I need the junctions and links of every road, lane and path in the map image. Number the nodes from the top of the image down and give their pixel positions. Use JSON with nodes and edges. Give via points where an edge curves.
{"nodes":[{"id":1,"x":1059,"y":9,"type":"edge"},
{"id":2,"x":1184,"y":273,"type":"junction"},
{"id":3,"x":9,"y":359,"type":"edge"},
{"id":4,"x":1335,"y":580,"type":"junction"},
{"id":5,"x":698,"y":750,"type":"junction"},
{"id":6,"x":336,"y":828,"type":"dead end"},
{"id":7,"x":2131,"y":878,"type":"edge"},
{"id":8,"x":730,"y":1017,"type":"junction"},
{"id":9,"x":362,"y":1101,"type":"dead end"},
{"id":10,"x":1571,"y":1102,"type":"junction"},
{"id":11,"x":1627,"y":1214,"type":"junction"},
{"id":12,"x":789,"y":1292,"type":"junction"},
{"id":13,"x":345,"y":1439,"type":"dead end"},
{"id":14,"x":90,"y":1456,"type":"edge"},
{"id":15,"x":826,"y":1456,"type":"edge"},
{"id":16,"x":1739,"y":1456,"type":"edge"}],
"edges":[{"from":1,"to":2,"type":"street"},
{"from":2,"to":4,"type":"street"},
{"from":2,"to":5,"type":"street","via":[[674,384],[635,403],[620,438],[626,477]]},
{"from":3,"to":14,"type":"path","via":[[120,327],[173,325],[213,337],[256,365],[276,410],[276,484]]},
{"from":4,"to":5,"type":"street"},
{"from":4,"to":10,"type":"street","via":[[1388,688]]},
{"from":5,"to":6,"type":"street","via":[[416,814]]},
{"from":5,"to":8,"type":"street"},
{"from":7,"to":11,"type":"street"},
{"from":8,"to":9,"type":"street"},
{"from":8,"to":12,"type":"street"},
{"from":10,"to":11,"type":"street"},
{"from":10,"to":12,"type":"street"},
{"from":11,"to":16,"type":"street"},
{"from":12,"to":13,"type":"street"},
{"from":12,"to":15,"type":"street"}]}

+===+

Give every line above again, word for word.

I need the junctions and links of every road, lane and path in the map image. Number the nodes from the top of the image down and give their pixel positions. Use JSON with nodes and edges. Give via points where an edge curves.
{"nodes":[{"id":1,"x":1059,"y":9,"type":"edge"},
{"id":2,"x":1184,"y":273,"type":"junction"},
{"id":3,"x":9,"y":359,"type":"edge"},
{"id":4,"x":1335,"y":580,"type":"junction"},
{"id":5,"x":698,"y":750,"type":"junction"},
{"id":6,"x":336,"y":828,"type":"dead end"},
{"id":7,"x":2131,"y":878,"type":"edge"},
{"id":8,"x":730,"y":1017,"type":"junction"},
{"id":9,"x":362,"y":1101,"type":"dead end"},
{"id":10,"x":1571,"y":1102,"type":"junction"},
{"id":11,"x":1627,"y":1214,"type":"junction"},
{"id":12,"x":789,"y":1292,"type":"junction"},
{"id":13,"x":345,"y":1439,"type":"dead end"},
{"id":14,"x":90,"y":1456,"type":"edge"},
{"id":15,"x":826,"y":1456,"type":"edge"},
{"id":16,"x":1739,"y":1456,"type":"edge"}],
"edges":[{"from":1,"to":2,"type":"street"},
{"from":2,"to":4,"type":"street"},
{"from":2,"to":5,"type":"street","via":[[674,384],[635,403],[620,438],[626,477]]},
{"from":3,"to":14,"type":"path","via":[[120,327],[173,325],[213,337],[256,365],[276,410],[276,484]]},
{"from":4,"to":5,"type":"street"},
{"from":4,"to":10,"type":"street","via":[[1388,688]]},
{"from":5,"to":6,"type":"street","via":[[416,814]]},
{"from":5,"to":8,"type":"street"},
{"from":7,"to":11,"type":"street"},
{"from":8,"to":9,"type":"street"},
{"from":8,"to":12,"type":"street"},
{"from":10,"to":11,"type":"street"},
{"from":10,"to":12,"type":"street"},
{"from":11,"to":16,"type":"street"},
{"from":12,"to":13,"type":"street"},
{"from":12,"to":15,"type":"street"}]}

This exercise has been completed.